I have a 7.5 kw solar system that was installed 10 years ago. I added 2 Tesla batteries late last year. I am on a grandfathered PGE E6 rate however the choices on the Performance section only show Etou a, b, c and EV rates. E6 is very attractive as I sell to the grid at the same rates they sell to me. This plan is currently closed to new subscribers and goes away at the end of 2022. My issue is that the performance numbers are way off because of the lack of an E6 rate choice. I am sure there are others who have this issue. Any chance to get E6 added as a choice?
E6 is definitely getting phased out... even if you got elected into it for the next few months, you'll be forced to change to ETOU C or D or EV2-A. There is an EV-B program but it's kind of hard to participate in.
Since you already have two Powerwalls, I think the best way to determine which rates works for you is to first determine if you're a net consumer of annual energy (that is your solar produces less than you need); or if you are a net producer (your solar makes more).
If you are a net consumer, you should then find out if the two Powerwalls can allow you to operate your typical daily home energy pattern without touching peak priced energy coming from PG&E. Yes, EV2-A has some shoulder (aka partial peak), but for the sake of this let's just assume there is only off-peak and peak. The reason this is important is that EV2-A has a huge price gap between off-peak and peak energy. As a net consumer, you want to try and have your net consumption be at the cheaper off-peak rate.

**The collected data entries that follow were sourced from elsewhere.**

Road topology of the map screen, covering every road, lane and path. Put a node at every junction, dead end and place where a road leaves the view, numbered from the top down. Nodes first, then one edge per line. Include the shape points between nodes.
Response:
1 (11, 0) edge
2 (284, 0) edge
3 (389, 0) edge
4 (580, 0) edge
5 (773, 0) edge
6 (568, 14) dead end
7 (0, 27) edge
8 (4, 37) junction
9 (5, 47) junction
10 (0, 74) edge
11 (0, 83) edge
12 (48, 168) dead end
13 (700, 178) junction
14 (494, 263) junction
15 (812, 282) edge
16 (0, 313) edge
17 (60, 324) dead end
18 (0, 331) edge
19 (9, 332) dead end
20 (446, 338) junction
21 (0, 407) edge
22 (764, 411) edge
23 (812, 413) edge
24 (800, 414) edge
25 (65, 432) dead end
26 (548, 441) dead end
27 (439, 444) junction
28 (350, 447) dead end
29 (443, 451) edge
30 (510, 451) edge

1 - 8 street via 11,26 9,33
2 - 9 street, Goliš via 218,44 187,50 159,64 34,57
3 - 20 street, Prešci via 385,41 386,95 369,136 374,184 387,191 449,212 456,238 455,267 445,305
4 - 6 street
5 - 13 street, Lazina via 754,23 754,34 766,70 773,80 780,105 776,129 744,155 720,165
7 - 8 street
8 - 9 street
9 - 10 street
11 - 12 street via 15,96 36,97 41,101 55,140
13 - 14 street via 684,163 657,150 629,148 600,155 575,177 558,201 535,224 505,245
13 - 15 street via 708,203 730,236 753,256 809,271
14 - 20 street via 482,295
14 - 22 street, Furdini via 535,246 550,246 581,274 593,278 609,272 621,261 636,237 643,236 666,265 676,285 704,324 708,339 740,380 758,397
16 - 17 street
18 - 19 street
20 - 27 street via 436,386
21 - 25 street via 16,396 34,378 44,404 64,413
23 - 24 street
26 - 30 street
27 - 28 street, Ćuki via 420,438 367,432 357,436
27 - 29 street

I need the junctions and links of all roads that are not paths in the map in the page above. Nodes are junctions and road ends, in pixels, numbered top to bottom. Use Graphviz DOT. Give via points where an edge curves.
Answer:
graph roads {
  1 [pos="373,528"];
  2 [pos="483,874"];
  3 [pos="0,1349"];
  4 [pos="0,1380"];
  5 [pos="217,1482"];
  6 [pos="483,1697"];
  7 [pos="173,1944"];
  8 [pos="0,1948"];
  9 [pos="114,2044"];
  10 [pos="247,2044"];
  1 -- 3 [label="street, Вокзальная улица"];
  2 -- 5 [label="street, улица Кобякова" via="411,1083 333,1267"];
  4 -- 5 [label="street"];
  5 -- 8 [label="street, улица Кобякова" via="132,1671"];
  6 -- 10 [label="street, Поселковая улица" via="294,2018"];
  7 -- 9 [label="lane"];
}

The EV2-A has off-peak that goes from midnight to 3pm. So in a perfect world solar would charge up your batteries during off-peak. And then you start to use your batteries so you don't touch energy from PG&E starting 3pm.
Without knowing how you run your air conditioners and what type of kitchen you have, it's tough to determine if the two batteries will be enough to last those 9 hours from 3pm to midnight. If you can ride on your batteries each day, then EV2-A is your best energy bet. The only time you'll use energy from PG&E is during off-peak... and this off-peak energy will cost much less than E-TOU. Of course your solar production will also be worth less under E-TOU... but the key here is any excess you consume from PG&E won't break your bank.
The absolute worst case for a net consumer is to go onto EV2-A then realize they need to take peak time energy from PG&E. No homeowner wants to have their solar produce energy at off-peak rates, but then the homeowner consumes the USA's most expensive residential energy to power an oven or AC at peak time. My neighbor behind me (he's a net consumer without batteries) saw his annual energy true up bill go from $0 to over $1,000 last year after he switched from the old E6 to EV2-A. Everyone is always like "just add more solar" but it's not always so easy lol.
The flip happens if you have a huge amount of solar due to an oversized array. If your solar easily meets your annual needs, then stay on E-TOU since you won't really care about taking advantage of rates. E-TOU has a smaller gap between off-peak and peak energy rates and as a net producer you don't need to do much to offset off-peak production and peak-usage. At least not yet; we'll see what happens under the next wave of TOU rates.